I moved on and merged with the masses, recently acquiring an iPhone. I think it is a better camera than most of the ones I used in the past. I have also joined the“cool kids” and opened an Instagram account (lmcase37). One morning a week and a half ago I was on my regular walk to work when I noticed the sky was a brilliant shade or red/orange/pink. I stopped and framed up what I figured would be a nice shot of the sunrise and posted to Instagram. Later that morning I read that CBC had a Manitoba fall photo contest – all I had to do was hashtag my picture and follow them on Instagram. Heck, what could it hurt?

Turns out it didn’t hurt a bit. In fact I won that week’s contest. And it only took me 35 years.

Wednesday, 5 December 2012

Canoe Trip - Fall 2012 - Final Day

DAY FIVE – OCTOBER 3, 2012 – 4.5 miles

We woke up around 6:20 to the sound of the pines above us rustling in the wind and the water gently lapping on the beach. Clayton and I looked at each other and barely had to say anything as we knew what the other was thinking. Pack up now while it’s calm and get ourselves across the lake before the wind got any stronger. By 7:05 we were launching the canoe and chuckled at how quickly we were able to break camp and pack up the canoe. The waves were just starting to come in but the paddling was manageable. As we left the beach and found ourselves halfway to the point where we were heading I looked ahead at the moon just setting over the trees and the sun just rising behind us. The sky was a myriad of pinks and reds and oranges and the lake glowed in the morning chill.
We noticed another campsite and pulled in to check it out. By this point we were only around the bend from where the final portage was and we had time to kill. The worst was behind us. So we pulled in to explore.  Like the beach we had just come from this was obviously a well-used campsite but the location was completely different. Higher up on the granite shore there were a number of cleared areas for tents and another large communal area for campfires. In the summer this area would be great for swimming as there were flat rocks to sun on and jump off.

We pushed off knowing this was our last morning of the trip. The final bay on Buzzard was calm and quiet and mist was rising. We drifted through it eerily and it swirled and stirred as we slipped through pulling up to the portage point. The initial trip up the portage revealed that we had a very steep climb ahead of us. Clayton scoped it out as he was the one who would be carrying the canoe across. This would be our longest portage as it took us over 14 minutes to walk back, even without carrying gear.
As we loaded up the remainder of the gear, Clayton with the canoe and me with the paddles and food bags, we were silent.

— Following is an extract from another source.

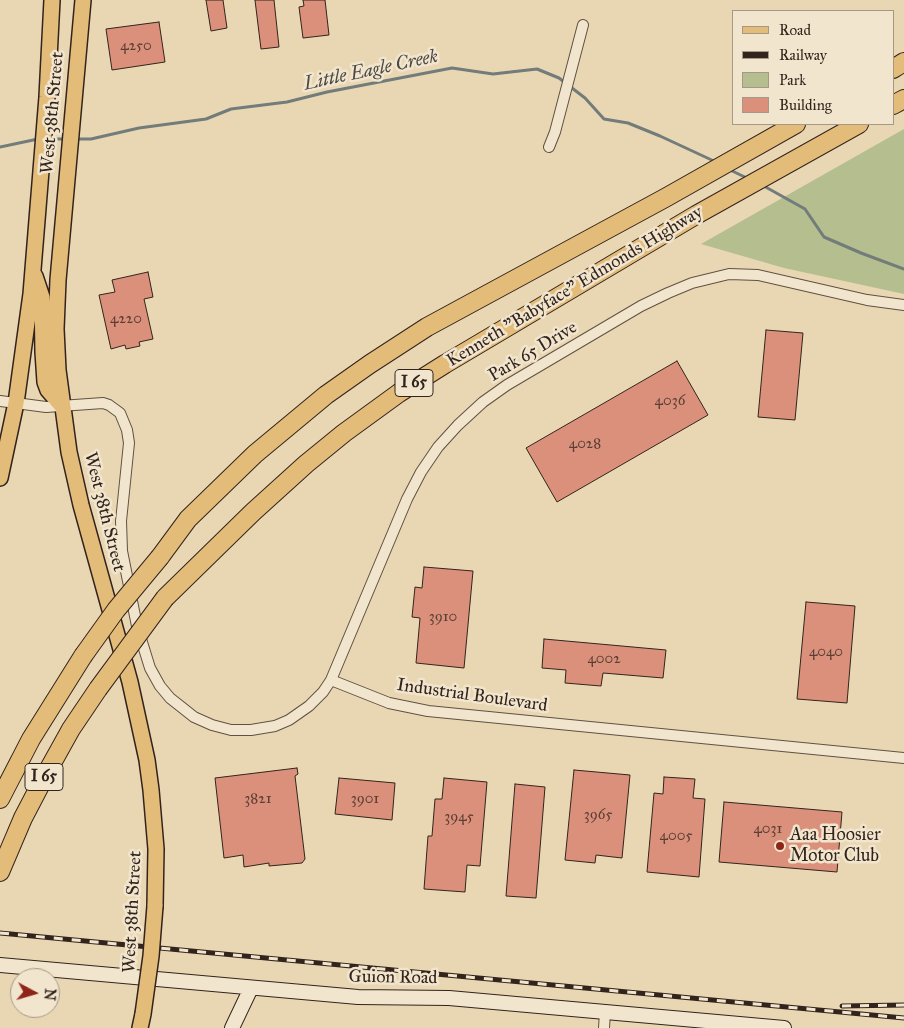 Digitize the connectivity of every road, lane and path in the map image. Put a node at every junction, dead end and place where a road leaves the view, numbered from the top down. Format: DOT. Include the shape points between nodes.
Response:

I walked behind him as he maneuvered the canoe up the steep slope, so steep in places that the bow was bumping into the rocks in front and he had to tilt it slightly to get the canoe up the hill. I prepared myself to grab the stern if needed. Turns out it wasn’t needed. I watched as Clayton deftly tackled the steep incline, placing one foot, pausing, then the next as he searched for footholds on the rocky hill. Throughout the climb he kept the canoe steady although I could see him beginning to work up a sweat by the time we reached the top. He adjusted the cushioning on the yoke and then we continued the rest of the portage.

From the beach we could see a point a couple hundred metres out. It looked sheltered from the wind and was bathed in sunlight. We decided to stop there and brew a pot of coffee, delaying the end of the trip as much as possible. We had just enough Sangsters for the last two cups. Sitting back, we enjoyed the sun’s warmth and reflected on the last few glorious days. It was a bittersweet a moment. As much as I looked forward to a hot shower and fresh fruit I was reluctant to leave the wilderness and all its beauty and simplicity of life.
Don’t get me wrong – it is not easy - setting up and breaking camp daily, cooking breakfast, washing up and packing the canoe, paddling, portaging, making supper, cutting firewood, packing and hanging the food bags before some quiet time around the fire with a flask of Drambuie. But there is a rhythm to the routine, one we hone each time we set off on an adventure. There is also comfort in routine and a satisfaction in instinctively knowing what needs to be done and doing it.

After we finished our coffee and washed and packed the dishes back up I called Mom to let her know what time we planned to arrive at our takeout point. Dad would meet us here with the car.
We took our time paddling back, savouring the beauty and soaking up the sights. We sighted two bald eagles circling above as we tucked into the lee side of the last big island. The only sound was the wind in the pines and the sound of our paddles, dripping and pulling in the water. As we rounded the island we could see the landing ahead as well as a couple of cabins in the bay. The parking lot was on the other side of the railway tracks so we got all the gear up and over to wait for my father. While preparing the coffee we also made up the last pasta salad we’d packed and while we waited for dad we had a bite to eat then pulled out our e-readers and leaned up against the canoe to wait for our ride. Dad was prompt and anxious to hear all about the trip as we drove back to the house. It was nice to have a cold beer and a hot sauna waiting for us when we arrived.

We’ve now had a couple months to contemplate and look back on the trip. Whenever I feel stressed I pause and remember how I felt that first night, sitting on the rocky point and staring at the full moon rising over the tall trees. I can transport myself back there. I consider myself very fortunate to be able to do these things with my husband. Trips like this solidify my love for the wilderness and spending time there with someone who loves it as much as I do.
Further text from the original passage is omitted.